Pendant plus de deux heures, nous échafaudâmes un stratagème, pour leur faire croire que nous resterions ici cette nuit. Ensuite, le moment le plus difficile fut de prévenir Iris que nous allions devoir partir pour la protéger.
Elle avait très mal pris la chose, et nous avait reproché de n'en avoir rien à faire de sa personne, qu'à présent, elle serait seule et démunie. Paris avait trouvé les mots justes, afin de lui faire comprendre que tout cela était pour son bien, que si elle venait avec nous, elle serait plus en danger que jamais. Elle avait fini par accepter son « sort » comme elle ne cessait de le répéter, et était venue se blottir dans mes bras, pour notre dernière soirée ensemble. Voyant que nous avions besoin d'être toutes les deux, les hommes s'étaient éclipsés, avec un regard de courage pour nos adieux.

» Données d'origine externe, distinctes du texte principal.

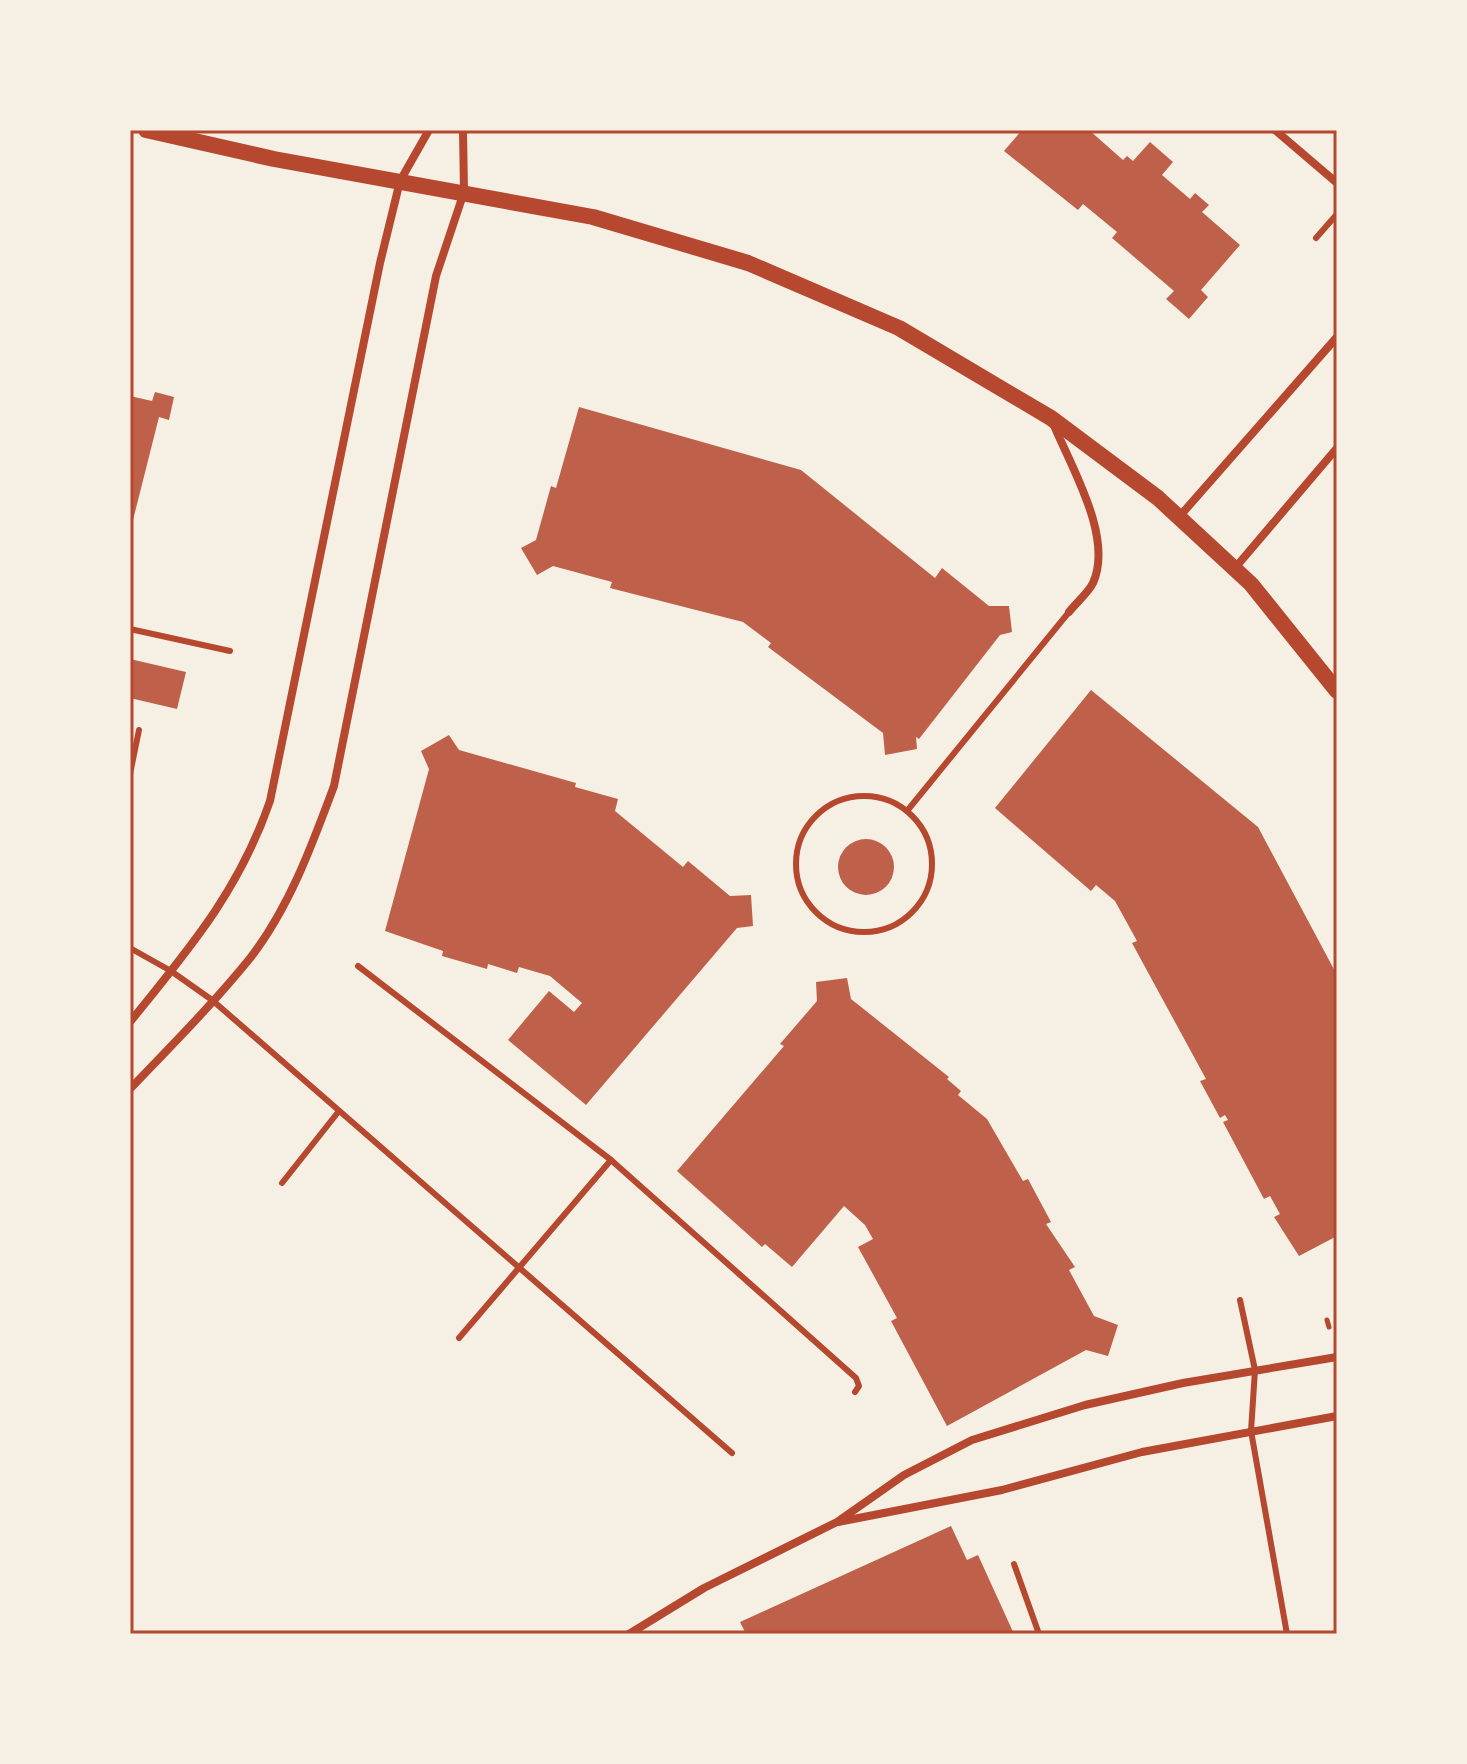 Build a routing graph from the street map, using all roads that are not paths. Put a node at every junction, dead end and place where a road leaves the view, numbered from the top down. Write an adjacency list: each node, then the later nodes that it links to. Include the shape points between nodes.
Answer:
1 (146, 130): 5 (main road)
2 (429, 130): 5 (street)
3 (463, 130): 7 (street)
4 (1275, 130): 6 (street)
5 (400, 181): 7 (main road); 24 (street, via 270,801 253,852)
6 (1337, 183)
7 (464, 192): 11 (main road, via 593,217 748,263 899,328); 25 (street, via 436,276 334,786 309,856 284,905 252,955)
8 (1337, 214): 9 (lane)
9 (1316, 238)
10 (1337, 337): 13 (street)
11 (1051, 418): 13 (main road); 15 (street, via 1099,546 1093,582)
12 (1337, 448): 14 (street)
13 (1179, 517): 14 (main road)
14 (1235, 569): 18 (main road)
15 (1069, 612): 21 (lane)
16 (130, 629): 17 (lane)
17 (230, 651)
18 (1337, 691)
19 (139, 730): 20 (lane)
20 (130, 774)
21 (907, 811): 21 (lane, via 892,802 857,796 837,801 806,828 798,848 799,884 828,922 861,932 881,930 916,908 927,890 931,849)
22 (130, 948): 24 (lane)
23 (358, 966): 29 (lane)
24 (171, 971): 25 (lane); 26 (street)
25 (212, 1000): 27 (street); 28 (lane)
26 (130, 1022)
27 (130, 1089)
28 (339, 1111): 30 (lane); 31 (lane)
29 (611, 1160): 31 (lane); 36 (lane, via 856,1378)
30 (282, 1183)
31 (520, 1267): 33 (lane); 39 (lane)
32 (1240, 1300): 35 (lane)
33 (459, 1338)
34 (1337, 1357): 35 (street)
35 (1255, 1370): 38 (lane); 40 (street, via 1085,1405 972,1440 904,1475)
36 (855, 1392)
37 (1337, 1416): 38 (street)
38 (1251, 1431): 40 (street, via 1142,1452 1002,1490); 44 (lane)
39 (732, 1453)
40 (837, 1522): 42 (street, via 704,1588)
41 (1014, 1564): 43 (lane)
42 (629, 1634)
43 (1039, 1634)
44 (1287, 1634)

Durant toute la soirée, j'avais eu le cœur serré et une boule dans la gorge à l'idée de l'abandonner, mais je m'étais obligée à afficher un visage et une bonne humeur factices. Puis, était venu le temps des derniers au-revoir. Ce fut avec le cœur brisé que je refermai la porte de ma chambre, non sans avoir bien vérifié que mon lit reprenait mes formes sous ces couettes remplies d'oreillers et de couvertures trouvés ici et là. J'étais persuadée que notre plan allait fonctionner, et que le propriétaire des lieux allait retrouver deux pièces saccagées et des lits détruits par des coups de couteaux et d'épées. Mais je savais aussi que nous recroiserions ces deux personnages très bientôt, qu'ils n'allaient pas nous laisser filer en douce, même si le plus jeune ne semblait pas d'accord avec les choix de son chef.
Pour éviter qu'Iris ne soit blessée, nous avions fait croire à notre hôte que j'étais malade, et que, ne voulant pas lui transmettre ma maladie, il serait préférable qu'elle dorme dans une autre chambre. Il avait de suite accepté et l'avait relogée autre part. Avant de partir définitivement, nous avions revu avec la petite ce qu'elle devait faire le lendemain : munie d'un morceau de papier, elle devrait le donner au monsieur, en lui indiquant bien que tout était réglé et que nous ne l'abandonnions pas sans raison.
Nous avions pris soin de sortir de l'auberge le plus silencieusement possible. En nous retournant une dernière fois, nous l'avions vue à la fenêtre nous regarder avec de la tristesse dans les yeux. Je n'avais pas pu la fixer plus longtemps, honteuse de ce que nous faisions, et avais accéléré le pas afin de quitter au plus vite cet endroit.
La nuit nous avait alors cachés du village, et nous allions devoir, de nouveau, nous débrouiller par nos propres moyens.